I notice that a lot of people make sense of life using a series of rules. “if X then that means Y!” I think they’re bad at sussing out what’s right by reading the room, and they also can’t make sense of a complex world. They just default to thinking of the world as if we’re in a video game. It’s like they lack empathy or the ability to read humans or something.
That would be true if they were still using those depictions at the time they dropped them. But they weren’t, as you can very much see in the meme that used the most current logos before they were dropped.
Do you work hard at being a dumbass or does it just come naturally?
Are you upset that they didn’t remove the white folk or are you upset that depictions of people that other people decided were problematic were removed?
It’s upsetting that depictions of normal POC without any racist stereotyping or characteristics were found to be “problematic.” Tell me, in what way, are the depictions shown in the meme’s example racist?
PS: Apart from this argument not going anywhere, it’s not even entirely true. Aunt Jemima (now Pearl Milling Company) is directly owned by Quaker Oats (which in turn is owned by PepsiCo). Meanwhile, Uncle Ben’s / Ben’s Original is owned by Mars, Inc., so you’re defending some of the biggest (and worst) food conglomerates on the planet.
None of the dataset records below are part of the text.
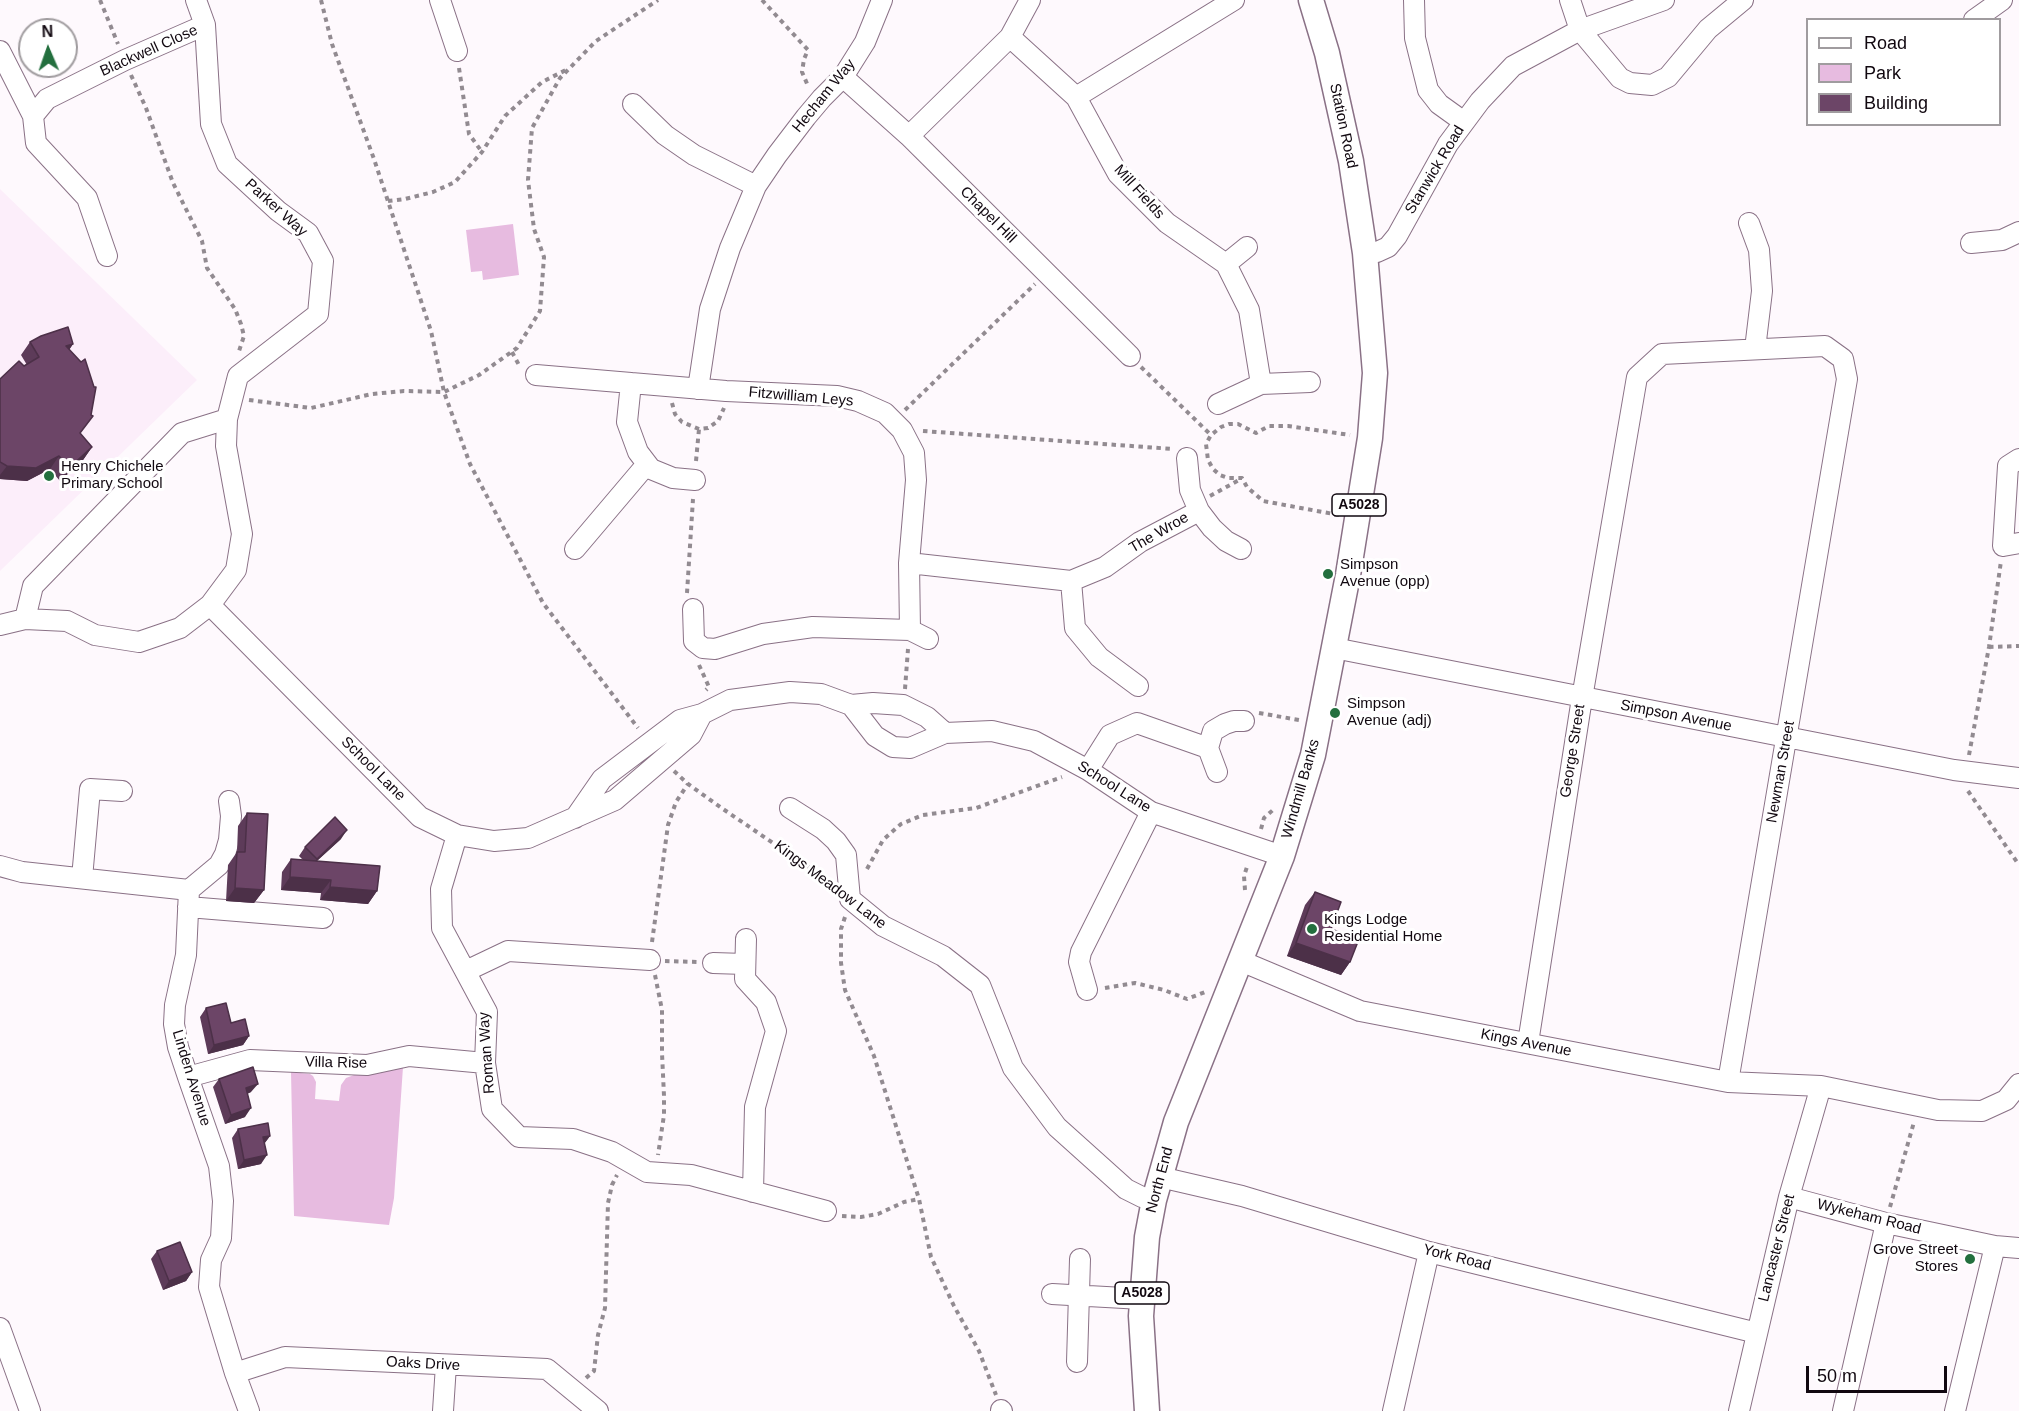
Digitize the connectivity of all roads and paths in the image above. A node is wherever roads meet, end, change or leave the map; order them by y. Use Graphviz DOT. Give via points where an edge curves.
graph roads {
  1 [pos="100,0"];
  2 [pos="196,0"];
  3 [pos="321,0"];
  4 [pos="440,0"];
  5 [pos="658,0"];
  6 [pos="762,0"];
  7 [pos="882,0"];
  8 [pos="1030,0"];
  9 [pos="1234,0"];
  10 [pos="1311,0"];
  11 [pos="1414,0"];
  12 [pos="1570,0"];
  13 [pos="1664,0"];
  14 [pos="1743,0"];
  15 [pos="2002,0"];
  16 [pos="1977,18"];
  17 [pos="206,25"];
  18 [pos="1580,30"];
  19 [pos="1010,37"];
  20 [pos="0,51"];
  21 [pos="457,51"];
  22 [pos="121,52"];
  23 [pos="569,68"];
  24 [pos="129,69"];
  25 [pos="843,77"];
  26 [pos="1076,97"];
  27 [pos="822,98"];
  28 [pos="633,104"];
  29 [pos="33,116"];
  30 [pos="1464,122"];
  31 [pos="909,136"];
  32 [pos="482,152"];
  33 [pos="756,186"];
  34 [pos="388,201"];
  35 [pos="1749,223"];
  36 [pos="2019,232"];
  37 [pos="1971,243"];
  38 [pos="1247,247"];
  39 [pos="1365,254"];
  40 [pos="107,256"];
  41 [pos="1226,264"];
  42 [pos="1046,273"];
  43 [pos="1755,349"];
  44 [pos="239,351"];
  45 [pos="1130,356"];
  46 [pos="536,375"];
  47 [pos="631,382"];
  48 [pos="1310,382"];
  49 [pos="1261,384"];
  50 [pos="671,387"];
  51 [pos="698,389"];
  52 [pos="726,391"];
  53 [pos="444,392"];
  54 [pos="240,398"];
  55 [pos="1218,404"];
  56 [pos="227,419"];
  57 [pos="898,426"];
  58 [pos="699,429"];
  59 [pos="1211,435"];
  60 [pos="1370,438"];
  61 [pos="1206,451"];
  62 [pos="1186,453"];
  63 [pos="2019,459"];
  64 [pos="647,464"];
  65 [pos="1242,478"];
  66 [pos="695,480"];
  67 [pos="1198,507"];
  68 [pos="1357,519"];
  69 [pos="2011,544"];
  70 [pos="575,549"];
  71 [pos="1241,549"];
  72 [pos="909,563"];
  73 [pos="1071,581"];
  74 [pos="210,605"];
  75 [pos="693,609"];
  76 [pos="25,619"];
  77 [pos="0,625"];
  78 [pos="910,630"];
  79 [pos="928,639"];
  80 [pos="694,641"];
  81 [pos="2019,646"];
  82 [pos="1989,647"];
  83 [pos="1334,648"];
  84 [pos="1138,686"];
  85 [pos="700,694"];
  86 [pos="1582,698"];
  87 [pos="851,705"];
  88 [pos="903,705"];
  89 [pos="1244,721"];
  90 [pos="1299,721"];
  91 [pos="945,733"];
  92 [pos="643,736"];
  93 [pos="1786,738"];
  94 [pos="1208,748"];
  95 [pos="669,766"];
  96 [pos="1080,766"];
  97 [pos="1218,772"];
  98 [pos="1966,772"];
  99 [pos="2019,778"];
  100 [pos="688,784"];
  101 [pos="122,791"];
  102 [pos="229,801"];
  103 [pos="790,808"];
  104 [pos="1151,812"];
  105 [pos="457,836"];
  106 [pos="1282,856"];
  107 [pos="2019,865"];
  108 [pos="0,866"];
  109 [pos="867,870"];
  110 [pos="82,878"];
  111 [pos="189,898"];
  112 [pos="850,899"];
  113 [pos="323,918"];
  114 [pos="746,939"];
  115 [pos="650,960"];
  116 [pos="1241,961"];
  117 [pos="714,963"];
  118 [pos="745,964"];
  119 [pos="466,971"];
  120 [pos="1087,990"];
  121 [pos="1208,991"];
  122 [pos="1528,1043"];
  123 [pos="485,1063"];
  124 [pos="188,1077"];
  125 [pos="1728,1082"];
  126 [pos="2019,1084"];
  127 [pos="1821,1086"];
  128 [pos="1918,1106"];
  129 [pos="626,1161"];
  130 [pos="654,1172"];
  131 [pos="1160,1177"];
  132 [pos="753,1192"];
  133 [pos="1789,1197"];
  134 [pos="919,1199"];
  135 [pos="1154,1200"];
  136 [pos="826,1211"];
  137 [pos="1886,1223"];
  138 [pos="1995,1246"];
  139 [pos="2019,1248"];
  140 [pos="1430,1252"];
  141 [pos="1080,1259"];
  142 [pos="1052,1294"];
  143 [pos="1079,1294"];
  144 [pos="1142,1299"];
  145 [pos="0,1328"];
  146 [pos="1757,1332"];
  147 [pos="1077,1362"];
  148 [pos="446,1365"];
  149 [pos="235,1373"];
  150 [pos="572,1390"];
  151 [pos="30,1411"];
  152 [pos="249,1411"];
  153 [pos="443,1411"];
  154 [pos="598,1411"];
  155 [pos="1001,1411"];
  156 [pos="1147,1411"];
  157 [pos="1393,1411"];
  158 [pos="1739,1411"];
  159 [pos="1843,1411"];
  160 [pos="1955,1411"];
  1 -- 22 [label="path"];
  2 -- 17 [label="street, Parker Way"];
  3 -- 34 [label="path" via="332,44"];
  4 -- 21 [label="street"];
  5 -- 23 [label="path" via="596,41"];
  6 -- 27 [label="path" via="808,50 802,72 813,93"];
  7 -- 25 [label="street, Hecham Way" via="865,42"];
  8 -- 19 [label="street"];
  9 -- 26 [label="street"];
  10 -- 39 [label="main road, Station Road / A5028" via="1351,161"];
  11 -- 30 [label="street" via="1415,38 1428,90 1439,104"];
  12 -- 18 [label="street"];
  13 -- 18 [label="street, Stanwick Road"];
  14 -- 18 [label="street" via="1708,29 1668,77 1652,86 1620,78"];
  15 -- 16 [label="street"];
  17 -- 29 [label="street, Blackwell Close" via="47,99"];
  17 -- 56 [label="street, Parker Way" via="211,124 227,164 308,233 323,261 318,314 238,376"];
  18 -- 30 [label="street, Stanwick Road" via="1512,66"];
  19 -- 26 [label="street, Mill Fields"];
  19 -- 31 [label="street"];
  20 -- 29 [label="street"];
  21 -- 32 [label="path" via="469,134"];
  23 -- 32 [label="path" via="542,82 505,116"];
  23 -- 53 [label="path" via="532,128 528,180 534,229 544,257 540,311 517,348 479,375"];
  24 -- 44 [label="path" via="173,183 202,241 207,268 241,324 244,336"];
  25 -- 27 [label="street, Hecham Way"];
  25 -- 31 [label="street, Chapel Hill"];
  26 -- 41 [label="street, Mill Fields" via="1118,174 1167,223"];
  27 -- 33 [label="street, Hecham Way"];
  28 -- 33 [label="street" via="684,148"];
  29 -- 40 [label="street" via="36,143 87,198"];
  30 -- 39 [label="street, Stanwick Road" via="1434,167 1397,236 1388,247"];
  31 -- 42 [label="street, Chapel Hill"];
  32 -- 34 [label="path" via="455,182 433,192"];
  33 -- 51 [label="street, Hecham Way" via="729,248 710,309"];
  34 -- 53 [label="path" via="431,331"];
  35 -- 43 [label="street" via="1759,250 1762,291"];
  36 -- 37 [label="street" via="2002,240"];
  38 -- 41 [label="street"];
  39 -- 60 [label="main road, Windmill Banks / A5028" via="1375,373"];
  41 -- 49 [label="street, Mill Fields" via="1250,310"];
  42 -- 45 [label="street, Chapel Hill"];
  42 -- 57 [label="path"];
  43 -- 86 [label="street, George Street" via="1662,354 1637,377"];
  43 -- 93 [label="street, Newman Street" via="1825,346 1843,358 1847,379"];
  45 -- 59 [label="path"];
  46 -- 47 [label="street, Fitzwilliam Leys"];
  47 -- 50 [label="street, Fitzwilliam Leys"];
  47 -- 64 [label="street" via="627,422"];
  48 -- 49 [label="street"];
  49 -- 55 [label="street"];
  50 -- 51 [label="street, Fitzwilliam Leys"];
  50 -- 58 [label="path" via="675,414 682,422"];
  51 -- 52 [label="street, Fitzwilliam Leys"];
  52 -- 57 [label="street, Fitzwilliam Leys" via="837,396 875,407"];
  52 -- 58 [label="path" via="718,421"];
  53 -- 54 [label="path" via="372,394 311,408"];
  53 -- 92 [label="path" via="470,464 543,603"];
  56 -- 74 [label="street" via="226,446 242,534 236,570"];
  56 -- 76 [label="street" via="182,433 33,586"];
  57 -- 62 [label="path"];
  57 -- 72 [label="street" via="915,453"];
  58 -- 66 [label="path"];
  59 -- 60 [label="path" via="1221,427 1238,424 1256,433 1269,426 1288,426"];
  59 -- 61 [label="path"];
  60 -- 68 [label="main road, Windmill Banks / A5028"];
  61 -- 62 [label="path"];
  61 -- 65 [label="path" via="1213,470 1220,476"];
  62 -- 67 [label="street, The Wroe" via="1190,490"];
  63 -- 69 [label="street" via="2008,466"];
  64 -- 66 [label="street" via="673,478"];
  64 -- 70 [label="street"];
  65 -- 67 [label="path"];
  65 -- 68 [label="path" via="1247,488 1263,501"];
  66 -- 75 [label="path" via="687,595"];
  67 -- 71 [label="street" via="1212,528"];
  67 -- 73 [label="street, The Wroe" via="1105,567"];
  68 -- 83 [label="main road, Windmill Banks / A5028"];
  69 -- 82 [label="path"];
  72 -- 73 [label="street, The Wroe"];
  72 -- 78 [label="street"];
  73 -- 84 [label="street" via="1075,628 1099,657"];
  74 -- 76 [label="street" via="180,628 139,642 95,635 67,621"];
  74 -- 105 [label="street, School Lane" via="420,817"];
  75 -- 80 [label="street"];
  76 -- 77 [label="street"];
  78 -- 79 [label="street"];
  78 -- 80 [label="street" via="813,627 763,634 715,649 703,648"];
  78 -- 88 [label="path"];
  80 -- 85 [label="path" via="690,646 709,687"];
  81 -- 82 [label="path"];
  82 -- 98 [label="path"];
  83 -- 86 [label="street, Simpson Avenue"];
  83 -- 106 [label="main road, Windmill Banks / A5028" via="1312,754"];
  86 -- 93 [label="street, Simpson Avenue"];
  86 -- 122 [label="street, George Street"];
  87 -- 88 [label="street"];
  87 -- 91 [label="street" via="875,736 893,747 910,748"];
  87 -- 105 [label="street, School Lane" via="821,694 790,692 730,700 680,720 602,779 575,818 528,838 494,842"];
  88 -- 91 [label="street" via="927,717"];
  89 -- 90 [label="path" via="1247,711"];
  89 -- 94 [label="street" via="1234,721 1213,731"];
  91 -- 96 [label="street, School Lane" via="992,731 1034,741"];
  93 -- 98 [label="street, Simpson Avenue"];
  93 -- 125 [label="street, Newman Street"];
  94 -- 96 [label="street" via="1137,723 1110,735"];
  94 -- 97 [label="street"];
  95 -- 100 [label="path, Kings Meadow Lane"];
  96 -- 104 [label="street, School Lane"];
  96 -- 109 [label="path" via="1061,779 976,808 923,815 901,824 883,840"];
  98 -- 99 [label="street, Simpson Avenue"];
  98 -- 107 [label="path" via="1964,786"];
  100 -- 112 [label="path, Kings Meadow Lane" via="821,874"];
  100 -- 115 [label="path" via="668,825"];
  101 -- 110 [label="street" via="90,789"];
  102 -- 111 [label="street" via="231,816 225,854"];
  103 -- 112 [label="street" via="823,829 846,855"];
  104 -- 106 [label="street, School Lane"];
  104 -- 120 [label="street" via="1081,952 1079,962"];
  105 -- 119 [label="street, Roman Way" via="441,889 442,928"];
  106 -- 116 [label="main road, Windmill Banks / A5028"];
  108 -- 110 [label="street"];
  110 -- 111 [label="street"];
  111 -- 113 [label="street"];
  111 -- 124 [label="street, Linden Avenue" via="186,955 174,1024"];
  112 -- 134 [label="path" via="841,929 845,990 874,1056"];
  112 -- 135 [label="street, Kings Meadow Lane" via="882,926 943,956 980,985 1013,1068 1057,1127 1126,1189"];
  114 -- 118 [label="street"];
  115 -- 117 [label="path"];
  115 -- 119 [label="street" via="508,951"];
  115 -- 130 [label="path" via="662,1010 664,1096"];
  116 -- 122 [label="street, Kings Avenue" via="1360,1011"];
  116 -- 131 [label="main road, North End / A5028" via="1176,1122"];
  117 -- 118 [label="street"];
  118 -- 132 [label="street" via="745,979 766,1002 776,1031 755,1107"];
  119 -- 123 [label="street, Roman Way" via="487,1012"];
  120 -- 121 [label="path" via="1135,983 1186,999"];
  122 -- 125 [label="street, Kings Avenue"];
  123 -- 124 [label="street, Villa Rise" via="409,1056 367,1065 250,1060"];
  123 -- 129 [label="street, Roman Way" via="492,1109 519,1137 573,1139"];
  124 -- 149 [label="street, Linden Avenue" via="219,1166 223,1201 221,1238 211,1260 209,1287"];
  125 -- 127 [label="street, Kings Avenue"];
  126 -- 128 [label="street, Kings Avenue" via="2006,1100 1982,1110"];
  127 -- 128 [label="street, Kings Avenue"];
  127 -- 133 [label="street, Lancaster Street"];
  128 -- 137 [label="path"];
  129 -- 130 [label="street, Roman Way"];
  129 -- 150 [label="path" via="612,1185 608,1203 605,1308 594,1371"];
  130 -- 132 [label="street, Roman Way" via="691,1175"];
  131 -- 135 [label="main road, North End / A5028"];
  131 -- 140 [label="street, York Road" via="1242,1196"];
  132 -- 136 [label="street, Roman Way"];
  133 -- 137 [label="street, Wykeham Road"];
  133 -- 146 [label="street, Lancaster Street"];
  134 -- 136 [label="path" via="861,1217"];
  134 -- 155 [label="path" via="931,1257 979,1351"];
  135 -- 144 [label="main road, North End / A5028"];
  137 -- 138 [label="street, Wykeham Road"];
  137 -- 159 [label="street"];
  138 -- 139 [label="street, Wykeham Road"];
  138 -- 160 [label="street"];
  140 -- 146 [label="street, York Road"];
  140 -- 157 [label="street"];
  141 -- 143 [label="street"];
  142 -- 143 [label="street"];
  143 -- 144 [label="street"];
  143 -- 147 [label="street"];
  144 -- 156 [label="main road, North End / A5028"];
  145 -- 151 [label="street"];
  146 -- 158 [label="street, Lancaster Street"];
  148 -- 149 [label="street, Oaks Drive" via="285,1357"];
  148 -- 150 [label="street, Oaks Drive" via="547,1369"];
  148 -- 153 [label="street"];
  149 -- 152 [label="street, Linden Avenue"];
  150 -- 154 [label="street, Oaks Drive"];
}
Wasn’t the butter one just… A human shaped bottle? Looking at the logo from the beginning until the end it doesn’t look like it’s ever been a thing other than simply a depiction of a black woman. Not even a caricature of such, just like a painting of a person who could totally be real. But maybe what I’m referencing doesn’t have the off-shoot flavors. 🤷🏻♂️
I too enjoy the white privilege of being able to look at something and judge it without thinking about context. It’s fantastic to be able to simplify things to just face value and not think about the racial history behind it. It’s one of my favorite privileges.
Unfortunately, I somehow never got that middle-aged white man’s confidence of instantly knowing what other people should be feeling, better than they do. I must be defective. But it means I tend to defer to the people that are hurt by something to judge if they’ve been hurt or not.
Stfu. It’s not I ain’t heard this, it’s that I don’t accept it, in this limited case. And for someone don’t even know my race to instantly go with the white privilege line is fucking telling.
Ironically, the butter one was actually designed by Patrick DesJarlait, an Ojibwe man, specifically meant to accurately reflect his culture. Here’s an article written by his son about the whole thing:
The Sun-Maid girl is depicted performing a job that’s traditionally associated with slavery. Is depicting white people performing slave labor also problematic or is slavery only bad when it involves people of color?
Also, the job she’s doing is predominantly done by immigrants nowadays. Is depicting her as white not disenfranchising these people by denying them representation?